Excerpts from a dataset
——

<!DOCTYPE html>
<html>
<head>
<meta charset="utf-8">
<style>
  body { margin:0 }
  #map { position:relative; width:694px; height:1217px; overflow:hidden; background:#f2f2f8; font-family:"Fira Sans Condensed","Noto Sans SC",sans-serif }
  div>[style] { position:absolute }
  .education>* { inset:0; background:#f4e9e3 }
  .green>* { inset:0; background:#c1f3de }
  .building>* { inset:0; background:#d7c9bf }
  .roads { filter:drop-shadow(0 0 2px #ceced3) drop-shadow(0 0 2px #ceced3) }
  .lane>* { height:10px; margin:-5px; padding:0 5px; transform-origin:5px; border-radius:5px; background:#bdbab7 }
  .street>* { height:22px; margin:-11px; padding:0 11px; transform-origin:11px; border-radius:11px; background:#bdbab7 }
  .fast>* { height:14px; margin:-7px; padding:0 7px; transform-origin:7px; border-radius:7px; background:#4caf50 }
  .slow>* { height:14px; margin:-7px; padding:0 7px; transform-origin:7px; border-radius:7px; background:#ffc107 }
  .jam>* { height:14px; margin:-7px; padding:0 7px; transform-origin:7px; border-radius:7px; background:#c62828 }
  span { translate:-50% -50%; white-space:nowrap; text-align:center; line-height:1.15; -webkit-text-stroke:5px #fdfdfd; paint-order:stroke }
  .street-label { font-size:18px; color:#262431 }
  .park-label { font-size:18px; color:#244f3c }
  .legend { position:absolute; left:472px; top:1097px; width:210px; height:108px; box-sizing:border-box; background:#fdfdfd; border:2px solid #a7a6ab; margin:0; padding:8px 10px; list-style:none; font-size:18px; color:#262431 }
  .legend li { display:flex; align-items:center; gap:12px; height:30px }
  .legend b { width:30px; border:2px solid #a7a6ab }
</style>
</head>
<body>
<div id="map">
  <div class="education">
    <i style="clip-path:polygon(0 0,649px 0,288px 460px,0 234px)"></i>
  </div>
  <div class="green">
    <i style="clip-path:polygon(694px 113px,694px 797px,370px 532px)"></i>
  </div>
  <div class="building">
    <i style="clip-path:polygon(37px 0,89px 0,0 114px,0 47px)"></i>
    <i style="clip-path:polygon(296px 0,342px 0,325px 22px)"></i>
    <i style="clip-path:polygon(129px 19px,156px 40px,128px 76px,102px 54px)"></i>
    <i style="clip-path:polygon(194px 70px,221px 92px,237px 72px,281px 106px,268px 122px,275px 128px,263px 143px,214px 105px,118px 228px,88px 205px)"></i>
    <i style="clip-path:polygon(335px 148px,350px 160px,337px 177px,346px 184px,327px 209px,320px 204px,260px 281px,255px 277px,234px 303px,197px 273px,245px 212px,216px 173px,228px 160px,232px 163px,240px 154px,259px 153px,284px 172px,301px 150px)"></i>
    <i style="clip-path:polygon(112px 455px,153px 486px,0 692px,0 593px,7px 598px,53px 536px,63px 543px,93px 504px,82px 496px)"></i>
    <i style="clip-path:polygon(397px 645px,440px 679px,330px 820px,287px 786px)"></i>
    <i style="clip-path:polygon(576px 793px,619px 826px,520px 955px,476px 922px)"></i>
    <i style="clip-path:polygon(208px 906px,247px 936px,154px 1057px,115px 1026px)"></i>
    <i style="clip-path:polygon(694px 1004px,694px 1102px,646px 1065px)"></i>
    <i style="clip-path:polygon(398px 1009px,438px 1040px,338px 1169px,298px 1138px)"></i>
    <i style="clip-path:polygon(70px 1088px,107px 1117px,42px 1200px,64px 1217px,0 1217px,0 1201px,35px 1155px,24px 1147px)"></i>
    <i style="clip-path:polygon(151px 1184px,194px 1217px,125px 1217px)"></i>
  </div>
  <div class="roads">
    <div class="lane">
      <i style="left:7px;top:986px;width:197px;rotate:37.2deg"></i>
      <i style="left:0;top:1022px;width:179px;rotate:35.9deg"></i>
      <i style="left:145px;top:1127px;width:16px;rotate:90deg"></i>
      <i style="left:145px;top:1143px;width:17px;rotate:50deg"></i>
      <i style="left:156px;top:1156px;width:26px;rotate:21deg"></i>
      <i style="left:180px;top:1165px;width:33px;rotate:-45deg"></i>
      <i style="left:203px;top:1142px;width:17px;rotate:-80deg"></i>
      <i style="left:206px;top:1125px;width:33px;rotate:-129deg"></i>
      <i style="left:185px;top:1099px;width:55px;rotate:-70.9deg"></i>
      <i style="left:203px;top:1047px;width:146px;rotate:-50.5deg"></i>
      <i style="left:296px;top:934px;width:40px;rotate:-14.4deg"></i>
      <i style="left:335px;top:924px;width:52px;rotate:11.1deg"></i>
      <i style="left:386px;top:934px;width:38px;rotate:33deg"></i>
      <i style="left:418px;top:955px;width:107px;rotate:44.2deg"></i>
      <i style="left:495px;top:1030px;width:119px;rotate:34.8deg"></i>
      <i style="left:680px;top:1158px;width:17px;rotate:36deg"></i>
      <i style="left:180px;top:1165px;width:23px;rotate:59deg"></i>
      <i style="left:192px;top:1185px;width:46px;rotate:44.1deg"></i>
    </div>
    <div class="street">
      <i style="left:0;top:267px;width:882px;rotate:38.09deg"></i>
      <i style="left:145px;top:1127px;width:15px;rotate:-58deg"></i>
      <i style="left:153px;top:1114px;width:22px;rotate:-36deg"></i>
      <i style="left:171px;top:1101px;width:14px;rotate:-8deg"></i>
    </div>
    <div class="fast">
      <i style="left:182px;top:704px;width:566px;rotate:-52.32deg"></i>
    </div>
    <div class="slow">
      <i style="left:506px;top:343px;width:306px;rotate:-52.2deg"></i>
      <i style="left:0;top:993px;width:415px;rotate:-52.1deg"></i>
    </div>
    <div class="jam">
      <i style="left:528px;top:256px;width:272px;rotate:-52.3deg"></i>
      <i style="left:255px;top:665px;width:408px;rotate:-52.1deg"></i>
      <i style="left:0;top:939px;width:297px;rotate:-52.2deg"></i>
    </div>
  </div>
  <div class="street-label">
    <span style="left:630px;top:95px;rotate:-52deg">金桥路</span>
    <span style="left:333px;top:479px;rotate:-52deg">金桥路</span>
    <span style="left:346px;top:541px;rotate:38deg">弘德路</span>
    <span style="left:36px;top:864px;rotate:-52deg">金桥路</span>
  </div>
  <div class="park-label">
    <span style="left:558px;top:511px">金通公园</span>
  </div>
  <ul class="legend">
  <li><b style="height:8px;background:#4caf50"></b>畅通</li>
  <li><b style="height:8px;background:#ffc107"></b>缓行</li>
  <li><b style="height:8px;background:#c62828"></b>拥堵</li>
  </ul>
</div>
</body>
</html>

——

Looking over the records, find each line with the word "inset" and copy it.

  .education>* { inset:0; background:#f4e9e3 }
  .green>* { inset:0; background:#c1f3de }
  .building>* { inset:0; background:#d7c9bf }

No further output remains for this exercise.